┌─ Data section
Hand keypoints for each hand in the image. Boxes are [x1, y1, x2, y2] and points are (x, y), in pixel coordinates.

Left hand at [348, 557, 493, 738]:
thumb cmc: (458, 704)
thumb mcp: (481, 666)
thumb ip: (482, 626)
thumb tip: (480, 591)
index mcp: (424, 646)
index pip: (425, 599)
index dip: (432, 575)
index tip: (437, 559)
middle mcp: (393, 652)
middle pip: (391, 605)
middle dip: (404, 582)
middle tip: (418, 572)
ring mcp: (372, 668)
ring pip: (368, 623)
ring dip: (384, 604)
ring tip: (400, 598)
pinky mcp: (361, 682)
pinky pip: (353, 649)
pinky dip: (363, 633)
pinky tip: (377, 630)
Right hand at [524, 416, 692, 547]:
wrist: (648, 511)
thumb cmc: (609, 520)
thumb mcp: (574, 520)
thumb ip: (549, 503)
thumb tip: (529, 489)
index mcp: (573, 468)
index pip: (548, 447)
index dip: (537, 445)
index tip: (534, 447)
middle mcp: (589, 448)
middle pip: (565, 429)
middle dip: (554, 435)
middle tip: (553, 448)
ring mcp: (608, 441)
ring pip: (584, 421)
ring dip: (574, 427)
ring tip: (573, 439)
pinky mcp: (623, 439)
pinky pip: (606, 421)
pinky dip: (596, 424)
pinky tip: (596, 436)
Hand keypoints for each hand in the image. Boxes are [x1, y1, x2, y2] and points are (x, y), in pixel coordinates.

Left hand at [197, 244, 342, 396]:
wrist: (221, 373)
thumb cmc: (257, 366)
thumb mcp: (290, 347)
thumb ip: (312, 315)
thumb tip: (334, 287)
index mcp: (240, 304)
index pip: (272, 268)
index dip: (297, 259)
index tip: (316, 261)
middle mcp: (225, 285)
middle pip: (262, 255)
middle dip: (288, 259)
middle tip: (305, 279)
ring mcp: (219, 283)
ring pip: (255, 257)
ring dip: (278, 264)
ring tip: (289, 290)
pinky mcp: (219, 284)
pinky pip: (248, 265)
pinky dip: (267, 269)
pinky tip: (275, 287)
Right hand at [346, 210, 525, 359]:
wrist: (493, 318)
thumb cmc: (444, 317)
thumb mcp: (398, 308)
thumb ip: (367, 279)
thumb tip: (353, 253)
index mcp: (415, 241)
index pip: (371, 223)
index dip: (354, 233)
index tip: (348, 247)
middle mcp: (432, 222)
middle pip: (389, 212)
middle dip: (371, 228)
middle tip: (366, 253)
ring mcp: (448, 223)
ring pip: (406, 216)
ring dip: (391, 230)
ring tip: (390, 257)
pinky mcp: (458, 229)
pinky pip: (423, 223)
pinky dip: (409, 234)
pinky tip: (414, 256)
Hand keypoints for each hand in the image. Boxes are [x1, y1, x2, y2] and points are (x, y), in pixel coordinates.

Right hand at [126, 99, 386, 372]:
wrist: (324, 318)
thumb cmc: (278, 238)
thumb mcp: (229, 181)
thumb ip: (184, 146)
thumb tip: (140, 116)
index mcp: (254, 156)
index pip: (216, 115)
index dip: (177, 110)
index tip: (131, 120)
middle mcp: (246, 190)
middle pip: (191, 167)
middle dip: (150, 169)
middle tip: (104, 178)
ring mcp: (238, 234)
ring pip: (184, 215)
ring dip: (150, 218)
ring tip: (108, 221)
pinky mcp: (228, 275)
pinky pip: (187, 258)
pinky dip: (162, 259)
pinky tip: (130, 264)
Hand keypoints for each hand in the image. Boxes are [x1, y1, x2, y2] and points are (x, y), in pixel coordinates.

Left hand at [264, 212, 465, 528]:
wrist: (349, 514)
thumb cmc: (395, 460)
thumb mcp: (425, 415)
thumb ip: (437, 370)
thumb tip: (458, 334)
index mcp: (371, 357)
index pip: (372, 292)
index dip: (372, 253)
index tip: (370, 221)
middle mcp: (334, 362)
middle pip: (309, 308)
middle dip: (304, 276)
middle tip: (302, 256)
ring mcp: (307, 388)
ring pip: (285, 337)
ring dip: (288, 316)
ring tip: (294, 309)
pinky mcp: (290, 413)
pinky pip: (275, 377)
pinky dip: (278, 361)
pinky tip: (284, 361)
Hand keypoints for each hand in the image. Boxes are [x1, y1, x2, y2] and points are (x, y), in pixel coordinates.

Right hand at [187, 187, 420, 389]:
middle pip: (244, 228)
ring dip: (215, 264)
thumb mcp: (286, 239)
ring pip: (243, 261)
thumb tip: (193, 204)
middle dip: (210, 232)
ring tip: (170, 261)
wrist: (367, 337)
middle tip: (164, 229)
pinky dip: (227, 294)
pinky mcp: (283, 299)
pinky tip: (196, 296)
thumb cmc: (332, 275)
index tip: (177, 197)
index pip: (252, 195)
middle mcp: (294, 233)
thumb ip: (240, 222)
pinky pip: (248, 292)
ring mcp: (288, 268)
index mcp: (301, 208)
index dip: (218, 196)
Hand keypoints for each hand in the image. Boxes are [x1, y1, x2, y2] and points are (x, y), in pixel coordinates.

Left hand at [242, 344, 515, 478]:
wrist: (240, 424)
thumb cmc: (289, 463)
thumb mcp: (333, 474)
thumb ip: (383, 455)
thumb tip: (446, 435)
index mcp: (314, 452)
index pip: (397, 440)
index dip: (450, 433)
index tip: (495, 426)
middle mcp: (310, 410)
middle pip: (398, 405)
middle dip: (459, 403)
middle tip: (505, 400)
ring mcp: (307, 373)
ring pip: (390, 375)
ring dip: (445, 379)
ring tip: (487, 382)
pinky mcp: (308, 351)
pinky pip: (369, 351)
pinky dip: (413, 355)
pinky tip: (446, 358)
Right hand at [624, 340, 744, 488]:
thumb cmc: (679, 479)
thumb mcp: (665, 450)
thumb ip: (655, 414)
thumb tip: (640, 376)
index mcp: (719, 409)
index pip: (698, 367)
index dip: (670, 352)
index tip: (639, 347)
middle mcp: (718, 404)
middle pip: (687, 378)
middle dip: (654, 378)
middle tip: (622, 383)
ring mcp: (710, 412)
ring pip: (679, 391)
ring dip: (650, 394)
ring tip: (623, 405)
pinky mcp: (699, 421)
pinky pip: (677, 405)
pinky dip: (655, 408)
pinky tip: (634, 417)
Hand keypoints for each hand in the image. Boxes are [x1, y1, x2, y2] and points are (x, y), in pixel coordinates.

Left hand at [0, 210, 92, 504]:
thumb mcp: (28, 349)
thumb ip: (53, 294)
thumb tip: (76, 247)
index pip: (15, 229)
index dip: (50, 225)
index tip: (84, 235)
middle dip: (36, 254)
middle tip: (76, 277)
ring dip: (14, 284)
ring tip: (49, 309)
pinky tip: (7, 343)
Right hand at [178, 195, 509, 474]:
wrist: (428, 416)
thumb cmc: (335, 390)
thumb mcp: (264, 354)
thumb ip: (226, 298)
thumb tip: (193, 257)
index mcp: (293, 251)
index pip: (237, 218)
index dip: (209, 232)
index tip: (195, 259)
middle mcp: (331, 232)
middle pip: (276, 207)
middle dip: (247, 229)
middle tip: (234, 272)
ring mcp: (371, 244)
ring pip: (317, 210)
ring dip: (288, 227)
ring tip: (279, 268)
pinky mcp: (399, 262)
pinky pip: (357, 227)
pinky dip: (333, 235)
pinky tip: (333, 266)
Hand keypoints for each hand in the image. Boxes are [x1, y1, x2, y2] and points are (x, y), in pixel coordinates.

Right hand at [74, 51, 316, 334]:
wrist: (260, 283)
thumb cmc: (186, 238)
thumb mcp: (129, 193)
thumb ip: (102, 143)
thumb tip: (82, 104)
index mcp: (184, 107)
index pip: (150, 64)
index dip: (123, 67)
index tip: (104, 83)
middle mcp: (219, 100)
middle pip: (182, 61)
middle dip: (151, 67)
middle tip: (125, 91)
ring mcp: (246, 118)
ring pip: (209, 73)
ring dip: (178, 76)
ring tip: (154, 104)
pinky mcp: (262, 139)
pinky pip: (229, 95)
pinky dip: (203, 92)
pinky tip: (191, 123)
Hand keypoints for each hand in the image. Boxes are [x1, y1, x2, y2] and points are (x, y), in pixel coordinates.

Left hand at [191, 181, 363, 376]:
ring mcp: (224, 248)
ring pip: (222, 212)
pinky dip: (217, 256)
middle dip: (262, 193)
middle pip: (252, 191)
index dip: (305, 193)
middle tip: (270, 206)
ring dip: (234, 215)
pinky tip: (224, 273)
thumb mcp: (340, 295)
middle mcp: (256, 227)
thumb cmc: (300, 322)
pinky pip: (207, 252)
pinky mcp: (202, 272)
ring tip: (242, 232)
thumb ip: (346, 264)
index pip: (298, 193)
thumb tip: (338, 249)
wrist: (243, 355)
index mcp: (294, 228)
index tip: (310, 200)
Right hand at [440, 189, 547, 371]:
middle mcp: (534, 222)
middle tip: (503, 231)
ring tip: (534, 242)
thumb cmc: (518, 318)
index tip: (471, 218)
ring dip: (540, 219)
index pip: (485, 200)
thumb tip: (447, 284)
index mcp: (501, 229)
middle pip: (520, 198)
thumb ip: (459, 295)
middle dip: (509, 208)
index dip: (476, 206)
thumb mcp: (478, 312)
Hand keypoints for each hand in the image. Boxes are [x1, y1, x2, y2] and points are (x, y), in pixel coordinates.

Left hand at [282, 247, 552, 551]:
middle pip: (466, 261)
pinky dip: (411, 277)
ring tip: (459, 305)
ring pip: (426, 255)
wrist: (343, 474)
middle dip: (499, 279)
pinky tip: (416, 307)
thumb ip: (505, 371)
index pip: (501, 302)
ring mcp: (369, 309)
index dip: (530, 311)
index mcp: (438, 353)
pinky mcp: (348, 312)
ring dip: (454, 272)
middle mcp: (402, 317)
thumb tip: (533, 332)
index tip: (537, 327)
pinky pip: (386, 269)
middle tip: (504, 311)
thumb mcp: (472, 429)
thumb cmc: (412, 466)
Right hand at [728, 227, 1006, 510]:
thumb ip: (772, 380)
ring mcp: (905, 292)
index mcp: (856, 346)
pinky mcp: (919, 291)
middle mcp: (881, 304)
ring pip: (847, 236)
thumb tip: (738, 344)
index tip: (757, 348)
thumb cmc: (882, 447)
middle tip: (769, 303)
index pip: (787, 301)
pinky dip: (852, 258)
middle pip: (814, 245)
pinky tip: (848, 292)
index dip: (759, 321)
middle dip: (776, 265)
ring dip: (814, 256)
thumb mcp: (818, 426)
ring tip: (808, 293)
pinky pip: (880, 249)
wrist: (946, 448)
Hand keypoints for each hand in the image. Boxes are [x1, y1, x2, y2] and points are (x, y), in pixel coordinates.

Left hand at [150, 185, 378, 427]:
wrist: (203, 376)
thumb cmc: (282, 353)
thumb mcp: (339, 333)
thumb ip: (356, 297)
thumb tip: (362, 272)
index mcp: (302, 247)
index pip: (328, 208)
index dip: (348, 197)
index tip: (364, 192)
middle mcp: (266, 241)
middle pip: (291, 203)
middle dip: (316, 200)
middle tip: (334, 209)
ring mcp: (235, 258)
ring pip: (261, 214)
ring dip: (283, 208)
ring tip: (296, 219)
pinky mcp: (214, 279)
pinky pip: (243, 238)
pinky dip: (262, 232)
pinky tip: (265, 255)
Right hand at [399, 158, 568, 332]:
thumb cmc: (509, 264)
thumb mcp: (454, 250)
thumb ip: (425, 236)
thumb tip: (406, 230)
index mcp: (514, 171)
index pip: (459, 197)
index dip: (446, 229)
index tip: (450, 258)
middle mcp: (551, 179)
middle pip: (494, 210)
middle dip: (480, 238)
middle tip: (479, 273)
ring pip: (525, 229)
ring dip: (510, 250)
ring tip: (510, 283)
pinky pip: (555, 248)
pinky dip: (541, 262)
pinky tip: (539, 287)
└─
■ Instructions for the task ■
Only the lines above from the line with "thumb cmc: (335, 390)" to the line with "pinky dip: (217, 256)", those two lines included, should be reproduced exactly.

■ Result of the exercise ■
thumb cmc: (335, 390)
thumb mcp: (264, 354)
thumb ip: (226, 298)
thumb tip: (193, 257)
index mcp: (293, 251)
index pip: (237, 218)
index dip: (209, 232)
index tip: (195, 259)
middle mcp: (331, 232)
middle pip: (276, 207)
middle dip: (247, 229)
middle tip: (234, 272)
ring mcp: (371, 244)
ring pip: (317, 210)
ring dip: (288, 227)
ring tip: (279, 268)
pinky mcp: (399, 262)
pinky pip: (357, 227)
pinky dip: (333, 235)
pinky tip: (333, 266)
Hand keypoints for each hand in the image. Boxes are [x1, y1, x2, y2] and points are (x, y), in pixel coordinates.

Right hand at [74, 51, 316, 334]:
wrist: (260, 283)
thumb cmc: (186, 238)
thumb mcp: (129, 193)
thumb ip: (102, 143)
thumb tip: (82, 104)
index mcp: (184, 107)
index pip: (150, 64)
index dip: (123, 67)
index tip: (104, 83)
middle mcp: (219, 100)
middle pip: (182, 61)
middle dip: (151, 67)
middle tip: (125, 91)
ring mcp: (246, 118)
ring pip: (209, 73)
ring dip: (178, 76)
ring tip: (154, 104)
pinky mcp: (262, 139)
pinky pip: (229, 95)
pinky dip: (203, 92)
pinky tip: (191, 123)
Hand keypoints for each hand in the image. Boxes are [x1, y1, x2, y2] and points are (x, y), in pixel coordinates.

Left hand at [191, 181, 363, 376]:
ring mcp: (224, 248)
ring pip: (222, 212)
pinky dip: (217, 256)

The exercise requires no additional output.